Posted by John Behle on August 29, 2005 at 16:46:31:

It’s present value is what the market would bear. IF you could sell the note, what would people pay. But, just from a calculator exercise point of view, let’s look at some numbers.

Using your numbers above, I solve for interest rate on the note and it is 11.63% Since the compensating note is just a pass through, let’s look at your yield on the $5000 invested in the first 180 payments.

You have: PV=-5000 N=180 PMT=100 FV=-0-

Solve for %I and you get - 23.24% as your yield.

Pretty slick when you are paying half of the face value for half of the note. And people say you can’t get good yields these days.

The value of the compensating note is just it’s value in the marketplace. Considering there are no payments for 15 years, buyers may be sparse, but let’s assume someone with an IRA might have an interest at 15%.
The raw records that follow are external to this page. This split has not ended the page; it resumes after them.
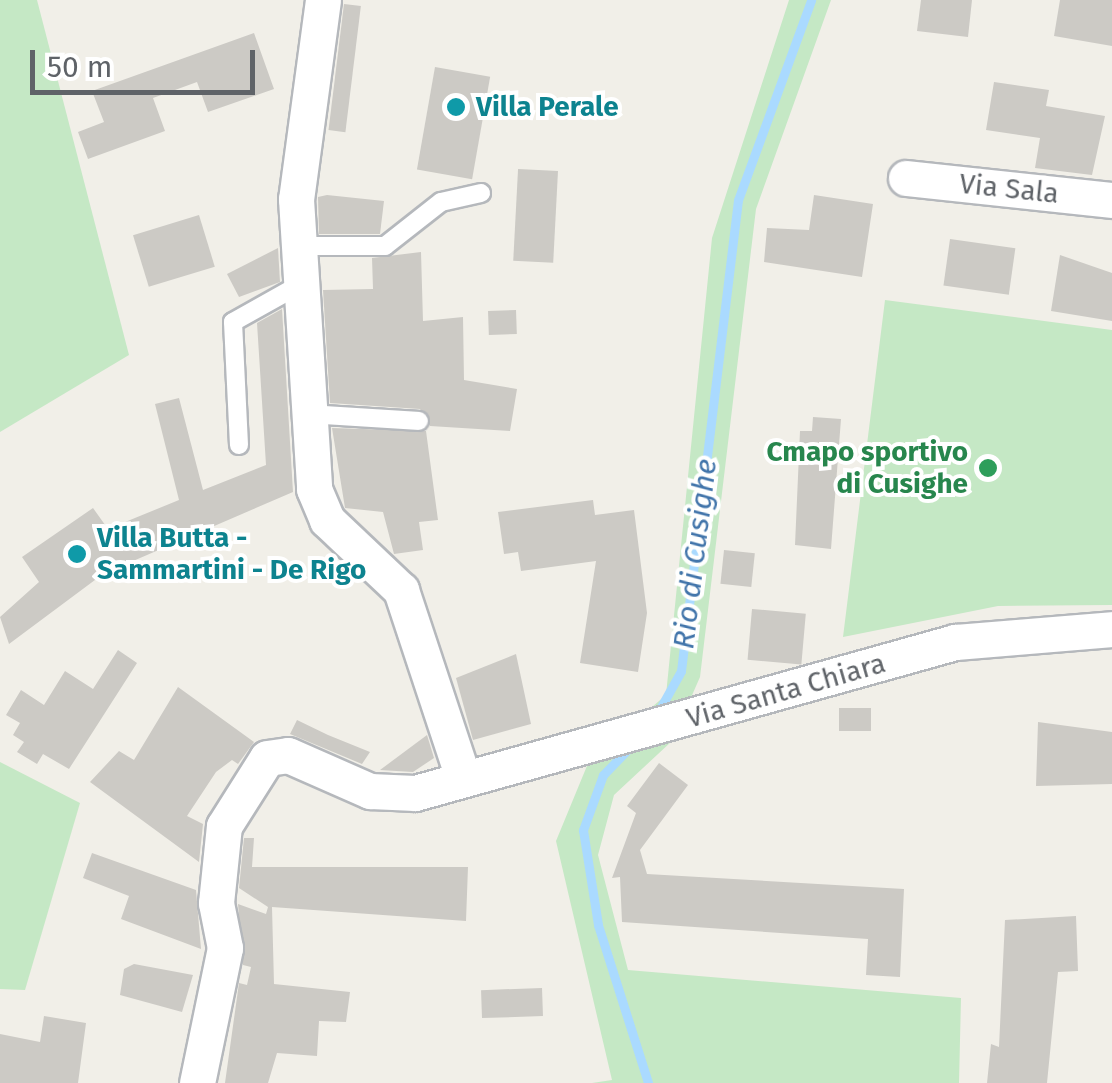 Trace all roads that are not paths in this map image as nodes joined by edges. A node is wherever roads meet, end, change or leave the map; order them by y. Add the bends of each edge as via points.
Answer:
1 (323, 0) edge
2 (906, 178) dead end
3 (481, 193) dead end
4 (1112, 200) edge
5 (298, 246) junction
6 (301, 284) junction
7 (309, 414) junction
8 (419, 421) dead end
9 (239, 445) dead end
10 (1112, 629) edge
11 (463, 777) junction
12 (197, 1083) edge

1 - 5 street via 296,199
2 - 4 street, Via Sala
3 - 5 lane via 442,202 385,246
5 - 6 street
6 - 7 street
6 - 9 lane via 240,311 232,322
7 - 8 lane
7 - 11 street via 320,512 401,590
10 - 11 street, Via Santa Chiara via 991,634
11 - 12 street, Via Santa Chiara via 386,794 288,755 260,763 230,806 220,844 216,902 224,948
There are three different ways to calculate for the value. The easiest is the subtraction method. You simply figure the value of the whole note and then subtract the value of the first half and that leaves you the value of the second half (don’t try this if you’re from Canada).

Value of the whole note

N=360 PMT=100 I=15% FV=-0-

PV then equals $7908.61

Value of the first half - just change N to 180 and recalculate for PV to get $7144.96

Subtract 7144.96 from 7908.61 and you come up with the value of the second half of:

$763.65

That’s the value of 15 years worth of payments of $100 per month that doesn’t begin for 15 years at a 15% yield.